Collected data entries:
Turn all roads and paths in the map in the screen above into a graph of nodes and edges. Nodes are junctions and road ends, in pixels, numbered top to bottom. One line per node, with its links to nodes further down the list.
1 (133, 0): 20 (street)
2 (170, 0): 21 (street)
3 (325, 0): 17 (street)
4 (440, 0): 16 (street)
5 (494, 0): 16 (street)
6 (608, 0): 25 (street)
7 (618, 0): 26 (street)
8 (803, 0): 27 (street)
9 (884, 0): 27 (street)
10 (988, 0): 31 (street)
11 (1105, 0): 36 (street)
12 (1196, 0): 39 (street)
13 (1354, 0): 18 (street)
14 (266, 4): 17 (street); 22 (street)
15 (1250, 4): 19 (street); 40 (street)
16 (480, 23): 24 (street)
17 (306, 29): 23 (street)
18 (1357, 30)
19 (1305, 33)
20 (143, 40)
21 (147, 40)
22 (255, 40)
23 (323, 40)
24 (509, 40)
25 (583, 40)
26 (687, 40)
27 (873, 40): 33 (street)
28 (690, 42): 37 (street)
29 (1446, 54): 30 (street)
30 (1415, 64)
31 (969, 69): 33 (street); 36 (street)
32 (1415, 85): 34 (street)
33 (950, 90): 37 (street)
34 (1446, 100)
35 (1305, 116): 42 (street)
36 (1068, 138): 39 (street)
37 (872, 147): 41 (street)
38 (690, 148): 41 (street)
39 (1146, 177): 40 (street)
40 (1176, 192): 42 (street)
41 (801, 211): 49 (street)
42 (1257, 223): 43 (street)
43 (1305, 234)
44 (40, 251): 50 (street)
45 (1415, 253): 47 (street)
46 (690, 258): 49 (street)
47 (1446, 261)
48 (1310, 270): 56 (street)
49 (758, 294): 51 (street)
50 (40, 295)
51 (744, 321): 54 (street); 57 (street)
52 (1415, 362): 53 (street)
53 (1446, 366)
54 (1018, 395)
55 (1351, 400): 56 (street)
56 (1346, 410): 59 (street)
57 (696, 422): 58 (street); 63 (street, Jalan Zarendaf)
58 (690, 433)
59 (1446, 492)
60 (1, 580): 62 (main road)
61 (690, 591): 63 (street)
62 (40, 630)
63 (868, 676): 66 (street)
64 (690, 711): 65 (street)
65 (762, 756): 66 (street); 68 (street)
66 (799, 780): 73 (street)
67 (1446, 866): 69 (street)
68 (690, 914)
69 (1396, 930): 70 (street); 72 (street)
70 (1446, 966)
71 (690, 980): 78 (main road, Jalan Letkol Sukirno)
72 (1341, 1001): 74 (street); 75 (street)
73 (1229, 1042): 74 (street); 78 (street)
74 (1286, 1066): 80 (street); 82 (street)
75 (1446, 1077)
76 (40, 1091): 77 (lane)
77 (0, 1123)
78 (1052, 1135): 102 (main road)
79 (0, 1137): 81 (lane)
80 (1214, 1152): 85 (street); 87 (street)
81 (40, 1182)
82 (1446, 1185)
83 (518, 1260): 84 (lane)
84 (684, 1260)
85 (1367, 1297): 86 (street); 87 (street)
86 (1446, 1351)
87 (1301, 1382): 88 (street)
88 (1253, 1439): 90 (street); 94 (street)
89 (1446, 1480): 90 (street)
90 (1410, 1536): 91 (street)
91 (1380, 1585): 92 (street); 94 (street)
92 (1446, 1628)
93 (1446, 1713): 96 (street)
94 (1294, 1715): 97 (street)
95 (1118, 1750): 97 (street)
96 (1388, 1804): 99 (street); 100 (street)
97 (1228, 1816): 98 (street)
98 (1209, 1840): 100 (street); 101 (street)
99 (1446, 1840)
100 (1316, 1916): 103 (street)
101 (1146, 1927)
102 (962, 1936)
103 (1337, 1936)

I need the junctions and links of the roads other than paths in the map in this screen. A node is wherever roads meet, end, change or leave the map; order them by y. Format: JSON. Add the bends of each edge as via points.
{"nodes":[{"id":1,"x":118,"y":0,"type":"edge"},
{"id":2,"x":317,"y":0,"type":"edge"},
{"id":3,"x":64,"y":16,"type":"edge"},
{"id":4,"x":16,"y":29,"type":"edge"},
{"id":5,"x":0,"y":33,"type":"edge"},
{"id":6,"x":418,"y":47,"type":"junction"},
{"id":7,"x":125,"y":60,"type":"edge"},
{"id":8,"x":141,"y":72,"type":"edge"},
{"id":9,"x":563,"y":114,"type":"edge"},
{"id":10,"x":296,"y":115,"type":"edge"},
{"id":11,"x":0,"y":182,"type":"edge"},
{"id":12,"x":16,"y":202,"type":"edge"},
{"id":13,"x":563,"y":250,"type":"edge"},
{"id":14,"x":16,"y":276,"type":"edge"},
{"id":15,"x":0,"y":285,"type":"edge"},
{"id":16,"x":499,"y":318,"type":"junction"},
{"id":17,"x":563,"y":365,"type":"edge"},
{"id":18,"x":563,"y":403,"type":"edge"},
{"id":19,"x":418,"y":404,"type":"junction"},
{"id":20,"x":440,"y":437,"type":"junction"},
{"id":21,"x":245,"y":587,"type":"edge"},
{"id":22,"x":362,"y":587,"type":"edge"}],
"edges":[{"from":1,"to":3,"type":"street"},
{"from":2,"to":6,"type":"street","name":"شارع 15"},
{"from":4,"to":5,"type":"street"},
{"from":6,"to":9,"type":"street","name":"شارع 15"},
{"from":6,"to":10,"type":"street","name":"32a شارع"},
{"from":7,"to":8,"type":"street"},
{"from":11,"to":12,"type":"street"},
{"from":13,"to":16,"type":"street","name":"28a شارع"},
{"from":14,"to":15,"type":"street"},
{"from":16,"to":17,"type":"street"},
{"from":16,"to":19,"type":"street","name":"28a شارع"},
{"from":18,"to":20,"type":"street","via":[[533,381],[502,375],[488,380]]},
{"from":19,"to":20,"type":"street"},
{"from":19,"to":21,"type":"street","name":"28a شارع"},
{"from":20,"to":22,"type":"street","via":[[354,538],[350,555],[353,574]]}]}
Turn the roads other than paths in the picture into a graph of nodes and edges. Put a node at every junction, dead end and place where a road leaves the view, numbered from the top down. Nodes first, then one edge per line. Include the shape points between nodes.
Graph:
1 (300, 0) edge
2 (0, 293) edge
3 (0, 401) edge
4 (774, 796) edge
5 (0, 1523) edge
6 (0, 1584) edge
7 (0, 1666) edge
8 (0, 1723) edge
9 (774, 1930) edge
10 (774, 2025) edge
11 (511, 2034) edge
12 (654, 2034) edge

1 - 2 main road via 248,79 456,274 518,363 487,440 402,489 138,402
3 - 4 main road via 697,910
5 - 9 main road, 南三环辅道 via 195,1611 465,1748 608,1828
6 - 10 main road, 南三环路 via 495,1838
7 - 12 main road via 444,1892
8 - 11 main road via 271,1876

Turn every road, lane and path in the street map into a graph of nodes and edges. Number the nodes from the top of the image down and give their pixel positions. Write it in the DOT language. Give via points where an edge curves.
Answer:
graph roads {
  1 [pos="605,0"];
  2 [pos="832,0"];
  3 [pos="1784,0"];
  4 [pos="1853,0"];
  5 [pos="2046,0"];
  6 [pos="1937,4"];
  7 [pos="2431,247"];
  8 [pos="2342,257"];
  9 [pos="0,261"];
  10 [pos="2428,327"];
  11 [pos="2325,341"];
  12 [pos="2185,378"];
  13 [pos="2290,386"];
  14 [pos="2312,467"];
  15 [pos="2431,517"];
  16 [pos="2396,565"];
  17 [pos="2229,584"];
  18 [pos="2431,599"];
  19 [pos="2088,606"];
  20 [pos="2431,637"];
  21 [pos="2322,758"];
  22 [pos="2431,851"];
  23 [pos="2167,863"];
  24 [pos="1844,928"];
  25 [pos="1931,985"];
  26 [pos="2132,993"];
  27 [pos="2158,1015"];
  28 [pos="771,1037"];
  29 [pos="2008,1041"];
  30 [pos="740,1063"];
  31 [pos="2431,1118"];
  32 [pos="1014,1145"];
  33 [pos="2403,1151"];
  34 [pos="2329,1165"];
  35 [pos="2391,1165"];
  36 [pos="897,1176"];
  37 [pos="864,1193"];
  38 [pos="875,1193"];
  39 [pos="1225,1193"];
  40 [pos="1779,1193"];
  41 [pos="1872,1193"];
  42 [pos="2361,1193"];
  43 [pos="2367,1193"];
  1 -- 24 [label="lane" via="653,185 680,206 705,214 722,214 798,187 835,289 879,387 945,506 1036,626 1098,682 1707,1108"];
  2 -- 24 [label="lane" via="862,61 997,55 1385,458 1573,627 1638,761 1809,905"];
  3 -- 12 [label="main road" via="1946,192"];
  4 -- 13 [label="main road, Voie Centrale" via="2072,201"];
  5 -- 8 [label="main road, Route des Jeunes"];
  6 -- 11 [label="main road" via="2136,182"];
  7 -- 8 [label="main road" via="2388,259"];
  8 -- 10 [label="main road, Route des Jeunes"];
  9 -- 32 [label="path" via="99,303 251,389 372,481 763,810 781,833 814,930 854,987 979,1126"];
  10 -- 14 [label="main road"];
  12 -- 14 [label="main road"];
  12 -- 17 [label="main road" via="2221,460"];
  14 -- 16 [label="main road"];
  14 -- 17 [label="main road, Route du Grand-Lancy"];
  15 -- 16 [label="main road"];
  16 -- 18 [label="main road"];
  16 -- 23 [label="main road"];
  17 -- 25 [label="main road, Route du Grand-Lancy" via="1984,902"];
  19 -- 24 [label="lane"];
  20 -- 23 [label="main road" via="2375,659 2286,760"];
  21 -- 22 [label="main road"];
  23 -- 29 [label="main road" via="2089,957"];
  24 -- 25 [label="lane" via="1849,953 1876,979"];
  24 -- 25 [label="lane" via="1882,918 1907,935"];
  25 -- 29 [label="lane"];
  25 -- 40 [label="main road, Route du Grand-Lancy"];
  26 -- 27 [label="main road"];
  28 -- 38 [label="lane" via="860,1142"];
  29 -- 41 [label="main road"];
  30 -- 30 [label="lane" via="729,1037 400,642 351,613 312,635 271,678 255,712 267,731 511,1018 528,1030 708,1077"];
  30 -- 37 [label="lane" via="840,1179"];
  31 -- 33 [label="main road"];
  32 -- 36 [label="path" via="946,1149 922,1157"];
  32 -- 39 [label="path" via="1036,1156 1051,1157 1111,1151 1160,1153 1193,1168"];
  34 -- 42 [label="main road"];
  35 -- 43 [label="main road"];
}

WORK TO BE COMPLETED
Each line of the records with the word "than" in it is to be copied.

ANSWER FOR THE TASK
I need the junctions and links of the roads other than paths in the map in this screen. A node is wherever roads meet, end, change or leave the map; order them by y. Format: JSON. Add the bends of each edge as via points.
Turn the roads other than paths in the picture into a graph of nodes and edges. Put a node at every junction, dead end and place where a road leaves the view, numbered from the top down. Nodes first, then one edge per line. Include the shape points between nodes.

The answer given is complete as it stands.